House represented American soldiers applying for refugee status in Canada after they deserted the American military during the Iraq War, including Jeremy Hinzman, Josh Key, Kyle Snyder, and Brandon Hughey. The cases of Jeremy Hinzman and Brandon Hughey were heard and rejected by the Immigration and Refugee Board of Canada, the Federal Court of Canada, and the Federal Court of Appeal, while the Supreme Court of Canada refused to hear the appeal.
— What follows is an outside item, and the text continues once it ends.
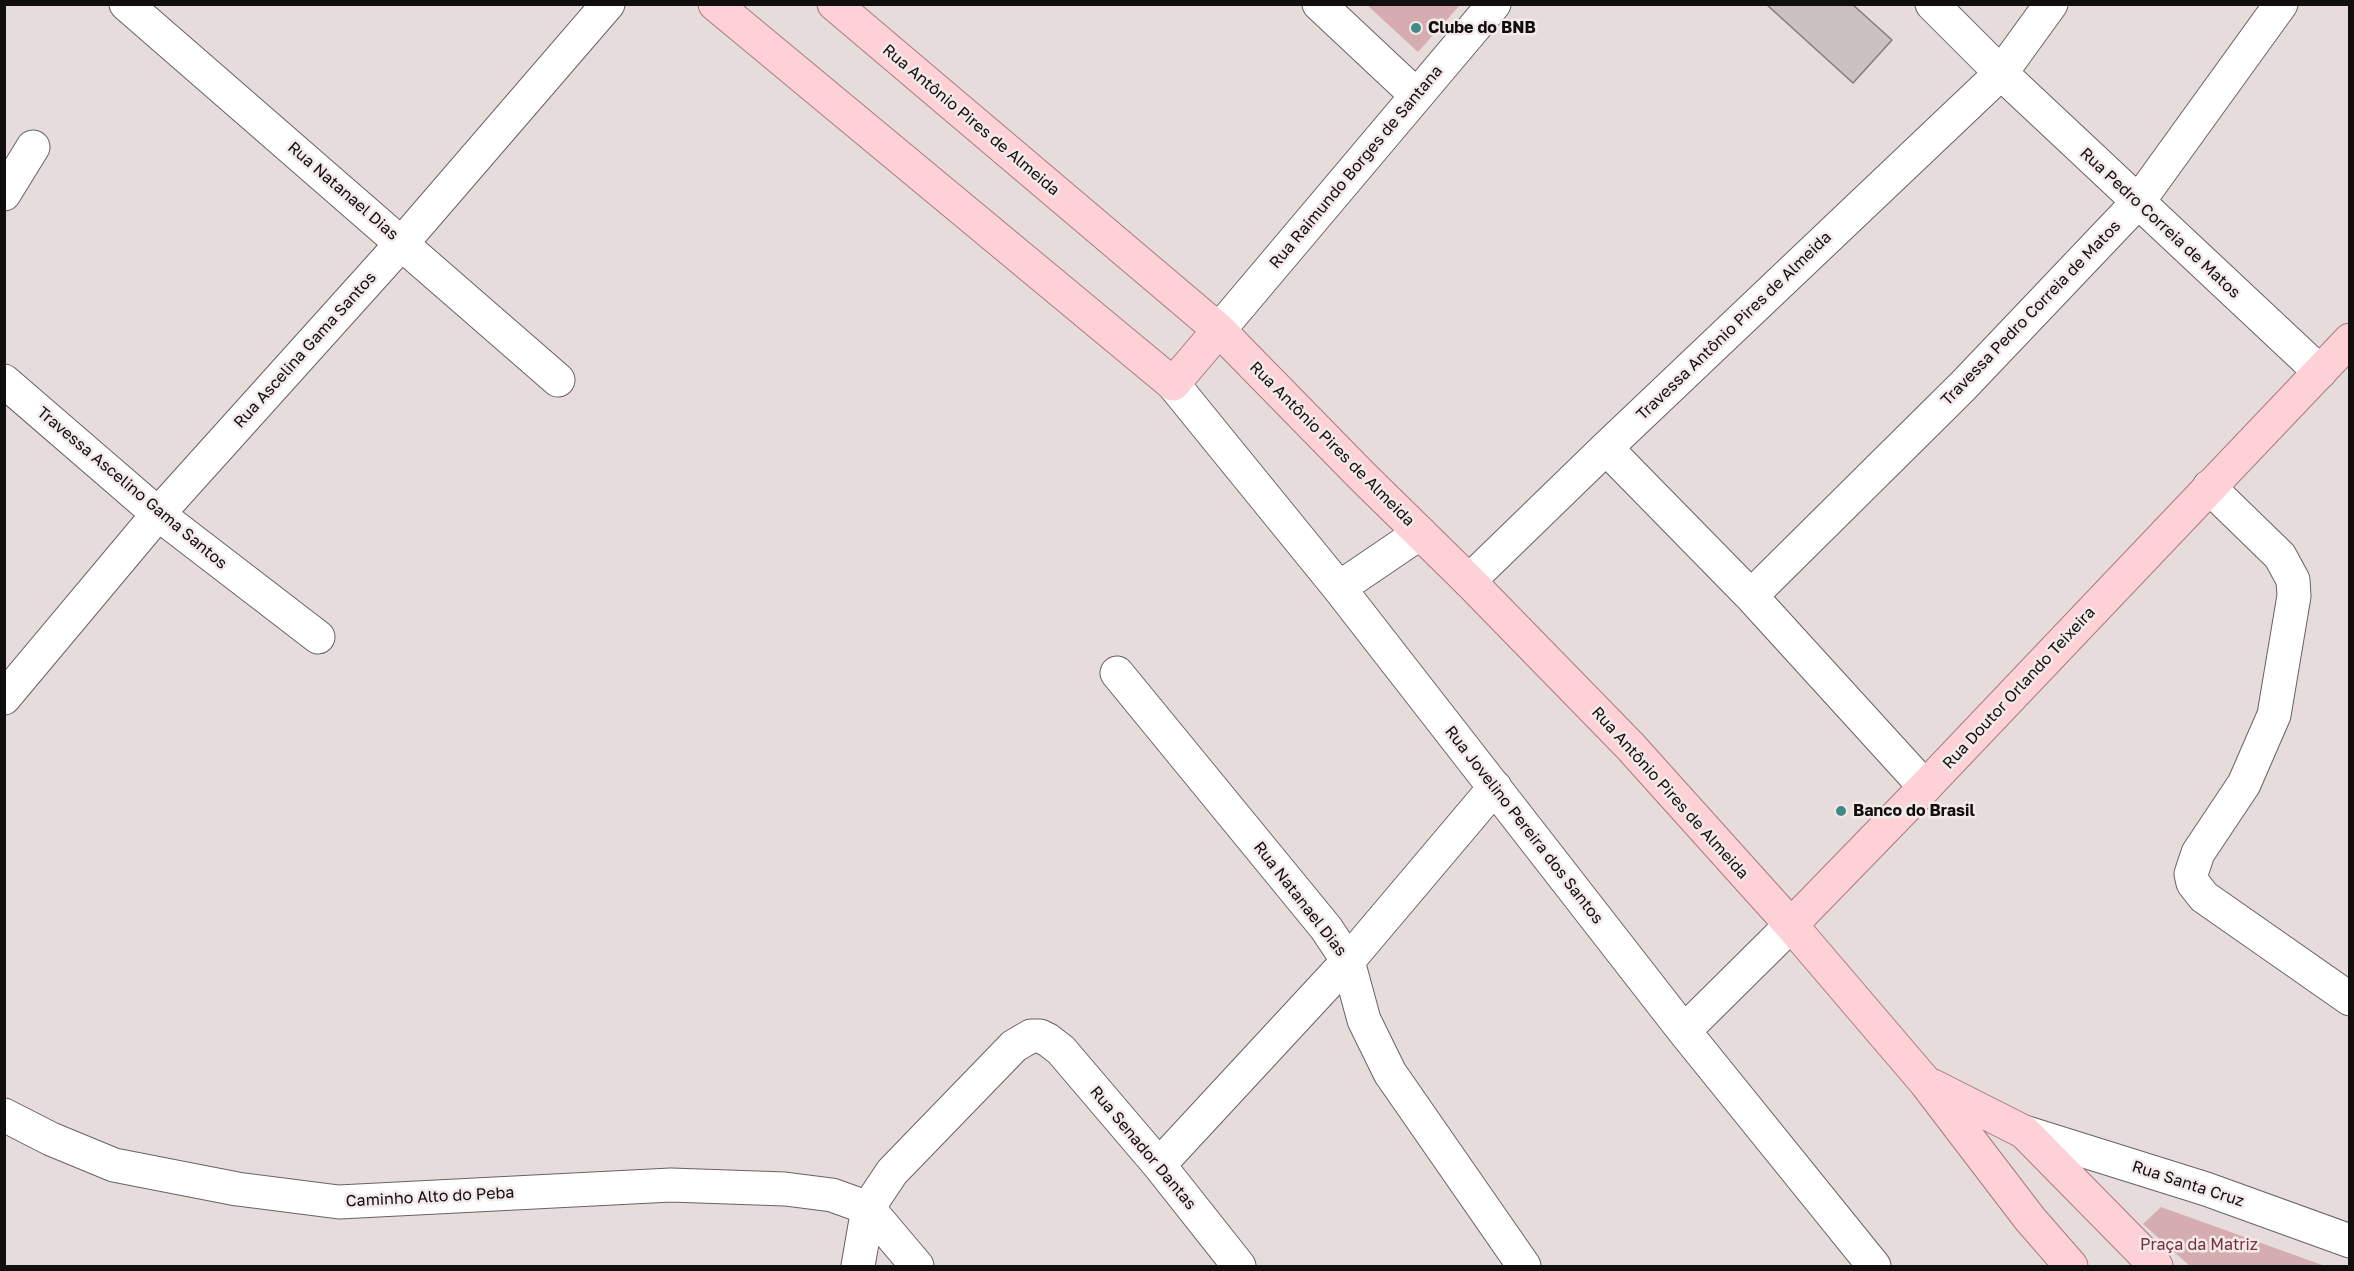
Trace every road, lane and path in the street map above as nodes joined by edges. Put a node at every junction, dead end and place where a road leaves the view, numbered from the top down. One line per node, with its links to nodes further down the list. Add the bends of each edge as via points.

The presence of US Army deserters in Canada was widely reported in the international news media, as well as in Canada and in the United States. During the Vietnam War, upwards of 60,000 U.S. draft evaders and military deserters found refuge in Canada.
==Indigenous protesters==
House has represented Indigenous protesters involved in the Ipperwash Crisis in Ipperwash Provincial Park, Ontario in 1995, especially Nick Cottrelle and Warren George, with the matter ending in an acquittal of the accused.

==Biography==
Jeffry House grew up in Milwaukee, Wisconsin. After a year as an exchange student in Norway, he graduated from the University of Wisconsin–Madison in 1969. House was drafted into the US Armed Forces during the Vietnam War. In January 1970, House evaded the military draft and moved to Canada.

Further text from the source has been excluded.